____ EXERCISE INPUTS

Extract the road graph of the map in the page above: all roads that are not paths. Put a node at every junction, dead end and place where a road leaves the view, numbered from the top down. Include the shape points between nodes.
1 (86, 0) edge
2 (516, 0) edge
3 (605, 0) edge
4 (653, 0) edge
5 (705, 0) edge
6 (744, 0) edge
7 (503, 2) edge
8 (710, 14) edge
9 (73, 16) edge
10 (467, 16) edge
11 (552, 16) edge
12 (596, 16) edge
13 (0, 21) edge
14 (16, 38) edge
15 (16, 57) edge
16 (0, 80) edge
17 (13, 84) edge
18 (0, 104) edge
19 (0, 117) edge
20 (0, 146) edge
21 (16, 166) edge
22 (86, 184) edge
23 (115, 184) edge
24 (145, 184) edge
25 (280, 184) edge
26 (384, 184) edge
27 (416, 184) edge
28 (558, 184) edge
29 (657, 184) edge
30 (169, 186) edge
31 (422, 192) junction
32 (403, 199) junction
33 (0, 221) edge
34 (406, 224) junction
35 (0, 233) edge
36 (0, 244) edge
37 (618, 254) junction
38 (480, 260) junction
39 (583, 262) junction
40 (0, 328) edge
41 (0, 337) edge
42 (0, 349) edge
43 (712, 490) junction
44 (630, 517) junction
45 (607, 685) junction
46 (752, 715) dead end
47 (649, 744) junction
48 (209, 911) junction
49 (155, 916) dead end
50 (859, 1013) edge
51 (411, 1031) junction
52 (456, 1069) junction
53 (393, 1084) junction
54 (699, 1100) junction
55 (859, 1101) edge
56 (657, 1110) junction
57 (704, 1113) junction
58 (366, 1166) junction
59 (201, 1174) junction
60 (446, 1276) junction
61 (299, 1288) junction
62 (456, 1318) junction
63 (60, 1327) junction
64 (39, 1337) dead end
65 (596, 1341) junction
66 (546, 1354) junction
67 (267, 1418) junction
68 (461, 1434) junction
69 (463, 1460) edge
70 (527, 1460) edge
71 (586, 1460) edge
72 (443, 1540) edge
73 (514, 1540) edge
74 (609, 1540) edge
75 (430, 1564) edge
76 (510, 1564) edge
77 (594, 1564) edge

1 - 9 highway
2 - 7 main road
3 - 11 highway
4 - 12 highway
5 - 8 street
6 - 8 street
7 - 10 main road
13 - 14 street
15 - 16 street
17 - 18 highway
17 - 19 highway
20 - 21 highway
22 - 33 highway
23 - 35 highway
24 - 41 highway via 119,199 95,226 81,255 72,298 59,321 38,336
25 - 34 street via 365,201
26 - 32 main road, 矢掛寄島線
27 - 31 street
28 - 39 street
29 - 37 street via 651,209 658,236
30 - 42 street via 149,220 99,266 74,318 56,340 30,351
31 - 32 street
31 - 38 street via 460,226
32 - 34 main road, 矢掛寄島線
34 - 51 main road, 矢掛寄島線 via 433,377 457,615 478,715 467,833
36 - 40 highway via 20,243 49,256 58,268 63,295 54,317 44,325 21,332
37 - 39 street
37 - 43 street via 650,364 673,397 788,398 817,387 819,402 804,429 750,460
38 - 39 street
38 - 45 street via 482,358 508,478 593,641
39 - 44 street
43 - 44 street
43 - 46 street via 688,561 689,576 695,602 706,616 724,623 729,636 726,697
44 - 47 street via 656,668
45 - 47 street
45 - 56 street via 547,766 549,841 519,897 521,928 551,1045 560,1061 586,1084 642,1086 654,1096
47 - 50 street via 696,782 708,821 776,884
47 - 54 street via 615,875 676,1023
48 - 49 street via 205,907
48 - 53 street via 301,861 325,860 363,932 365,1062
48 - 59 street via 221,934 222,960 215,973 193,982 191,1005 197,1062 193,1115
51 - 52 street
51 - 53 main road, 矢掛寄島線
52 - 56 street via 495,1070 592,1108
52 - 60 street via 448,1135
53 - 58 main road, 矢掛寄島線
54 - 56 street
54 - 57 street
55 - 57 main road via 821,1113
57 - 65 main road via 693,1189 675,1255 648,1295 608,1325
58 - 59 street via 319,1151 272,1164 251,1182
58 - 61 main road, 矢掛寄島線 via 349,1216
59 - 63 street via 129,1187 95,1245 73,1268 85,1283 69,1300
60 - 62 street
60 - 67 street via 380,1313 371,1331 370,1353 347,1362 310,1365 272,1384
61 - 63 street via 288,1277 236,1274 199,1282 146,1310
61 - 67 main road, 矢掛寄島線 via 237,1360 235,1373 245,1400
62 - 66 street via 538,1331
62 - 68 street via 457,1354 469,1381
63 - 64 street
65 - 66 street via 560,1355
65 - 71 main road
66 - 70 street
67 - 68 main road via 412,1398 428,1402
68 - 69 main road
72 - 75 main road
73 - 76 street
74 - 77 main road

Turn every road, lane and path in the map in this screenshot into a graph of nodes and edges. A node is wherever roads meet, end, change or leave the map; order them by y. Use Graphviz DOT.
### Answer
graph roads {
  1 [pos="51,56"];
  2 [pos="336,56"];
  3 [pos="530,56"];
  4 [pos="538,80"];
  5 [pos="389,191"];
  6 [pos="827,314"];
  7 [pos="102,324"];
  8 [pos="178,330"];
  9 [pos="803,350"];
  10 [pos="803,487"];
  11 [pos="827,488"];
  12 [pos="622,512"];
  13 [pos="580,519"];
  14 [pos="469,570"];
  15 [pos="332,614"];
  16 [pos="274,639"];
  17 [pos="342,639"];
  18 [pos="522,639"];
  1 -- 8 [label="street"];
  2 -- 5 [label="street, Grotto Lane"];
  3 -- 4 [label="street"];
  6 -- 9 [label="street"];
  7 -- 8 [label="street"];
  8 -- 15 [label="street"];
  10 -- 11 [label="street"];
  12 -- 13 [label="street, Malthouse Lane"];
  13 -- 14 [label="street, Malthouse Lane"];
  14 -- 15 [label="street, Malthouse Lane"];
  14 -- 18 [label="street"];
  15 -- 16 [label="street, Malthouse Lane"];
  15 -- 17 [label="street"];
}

________

> [YOUR TASK]:
Word for word, retype all of the entries above.

> [OUTPUT OF THE EXERCISE]:
Extract the road graph of the map in the page above: all roads that are not paths. Put a node at every junction, dead end and place where a road leaves the view, numbered from the top down. Include the shape points between nodes.
1 (86, 0) edge
2 (516, 0) edge
3 (605, 0) edge
4 (653, 0) edge
5 (705, 0) edge
6 (744, 0) edge
7 (503, 2) edge
8 (710, 14) edge
9 (73, 16) edge
10 (467, 16) edge
11 (552, 16) edge
12 (596, 16) edge
13 (0, 21) edge
14 (16, 38) edge
15 (16, 57) edge
16 (0, 80) edge
17 (13, 84) edge
18 (0, 104) edge
19 (0, 117) edge
20 (0, 146) edge
21 (16, 166) edge
22 (86, 184) edge
23 (115, 184) edge
24 (145, 184) edge
25 (280, 184) edge
26 (384, 184) edge
27 (416, 184) edge
28 (558, 184) edge
29 (657, 184) edge
30 (169, 186) edge
31 (422, 192) junction
32 (403, 199) junction
33 (0, 221) edge
34 (406, 224) junction
35 (0, 233) edge
36 (0, 244) edge
37 (618, 254) junction
38 (480, 260) junction
39 (583, 262) junction
40 (0, 328) edge
41 (0, 337) edge
42 (0, 349) edge
43 (712, 490) junction
44 (630, 517) junction
45 (607, 685) junction
46 (752, 715) dead end
47 (649, 744) junction
48 (209, 911) junction
49 (155, 916) dead end
50 (859, 1013) edge
51 (411, 1031) junction
52 (456, 1069) junction
53 (393, 1084) junction
54 (699, 1100) junction
55 (859, 1101) edge
56 (657, 1110) junction
57 (704, 1113) junction
58 (366, 1166) junction
59 (201, 1174) junction
60 (446, 1276) junction
61 (299, 1288) junction
62 (456, 1318) junction
63 (60, 1327) junction
64 (39, 1337) dead end
65 (596, 1341) junction
66 (546, 1354) junction
67 (267, 1418) junction
68 (461, 1434) junction
69 (463, 1460) edge
70 (527, 1460) edge
71 (586, 1460) edge
72 (443, 1540) edge
73 (514, 1540) edge
74 (609, 1540) edge
75 (430, 1564) edge
76 (510, 1564) edge
77 (594, 1564) edge

1 - 9 highway
2 - 7 main road
3 - 11 highway
4 - 12 highway
5 - 8 street
6 - 8 street
7 - 10 main road
13 - 14 street
15 - 16 street
17 - 18 highway
17 - 19 highway
20 - 21 highway
22 - 33 highway
23 - 35 highway
24 - 41 highway via 119,199 95,226 81,255 72,298 59,321 38,336
25 - 34 street via 365,201
26 - 32 main road, 矢掛寄島線
27 - 31 street
28 - 39 street
29 - 37 street via 651,209 658,236
30 - 42 street via 149,220 99,266 74,318 56,340 30,351
31 - 32 street
31 - 38 street via 460,226
32 - 34 main road, 矢掛寄島線
34 - 51 main road, 矢掛寄島線 via 433,377 457,615 478,715 467,833
36 - 40 highway via 20,243 49,256 58,268 63,295 54,317 44,325 21,332
37 - 39 street
37 - 43 street via 650,364 673,397 788,398 817,387 819,402 804,429 750,460
38 - 39 street
38 - 45 street via 482,358 508,478 593,641
39 - 44 street
43 - 44 street
43 - 46 street via 688,561 689,576 695,602 706,616 724,623 729,636 726,697
44 - 47 street via 656,668
45 - 47 street
45 - 56 street via 547,766 549,841 519,897 521,928 551,1045 560,1061 586,1084 642,1086 654,1096
47 - 50 street via 696,782 708,821 776,884
47 - 54 street via 615,875 676,1023
48 - 49 street via 205,907
48 - 53 street via 301,861 325,860 363,932 365,1062
48 - 59 street via 221,934 222,960 215,973 193,982 191,1005 197,1062 193,1115
51 - 52 street
51 - 53 main road, 矢掛寄島線
52 - 56 street via 495,1070 592,1108
52 - 60 street via 448,1135
53 - 58 main road, 矢掛寄島線
54 - 56 street
54 - 57 street
55 - 57 main road via 821,1113
57 - 65 main road via 693,1189 675,1255 648,1295 608,1325
58 - 59 street via 319,1151 272,1164 251,1182
58 - 61 main road, 矢掛寄島線 via 349,1216
59 - 63 street via 129,1187 95,1245 73,1268 85,1283 69,1300
60 - 62 street
60 - 67 street via 380,1313 371,1331 370,1353 347,1362 310,1365 272,1384
61 - 63 street via 288,1277 236,1274 199,1282 146,1310
61 - 67 main road, 矢掛寄島線 via 237,1360 235,1373 245,1400
62 - 66 street via 538,1331
62 - 68 street via 457,1354 469,1381
63 - 64 street
65 - 66 street via 560,1355
65 - 71 main road
66 - 70 street
67 - 68 main road via 412,1398 428,1402
68 - 69 main road
72 - 75 main road
73 - 76 street
74 - 77 main road

Turn every road, lane and path in the map in this screenshot into a graph of nodes and edges. A node is wherever roads meet, end, change or leave the map; order them by y. Use Graphviz DOT.
### Answer
graph roads {
  1 [pos="51,56"];
  2 [pos="336,56"];
  3 [pos="530,56"];
  4 [pos="538,80"];
  5 [pos="389,191"];
  6 [pos="827,314"];
  7 [pos="102,324"];
  8 [pos="178,330"];
  9 [pos="803,350"];
  10 [pos="803,487"];
  11 [pos="827,488"];
  12 [pos="622,512"];
  13 [pos="580,519"];
  14 [pos="469,570"];
  15 [pos="332,614"];
  16 [pos="274,639"];
  17 [pos="342,639"];
  18 [pos="522,639"];
  1 -- 8 [label="street"];
  2 -- 5 [label="street, Grotto Lane"];
  3 -- 4 [label="street"];
  6 -- 9 [label="street"];
  7 -- 8 [label="street"];
  8 -- 15 [label="street"];
  10 -- 11 [label="street"];
  12 -- 13 [label="street, Malthouse Lane"];
  13 -- 14 [label="street, Malthouse Lane"];
  14 -- 15 [label="street, Malthouse Lane"];
  14 -- 18 [label="street"];
  15 -- 16 [label="street, Malthouse Lane"];
  15 -- 17 [label="street"];
}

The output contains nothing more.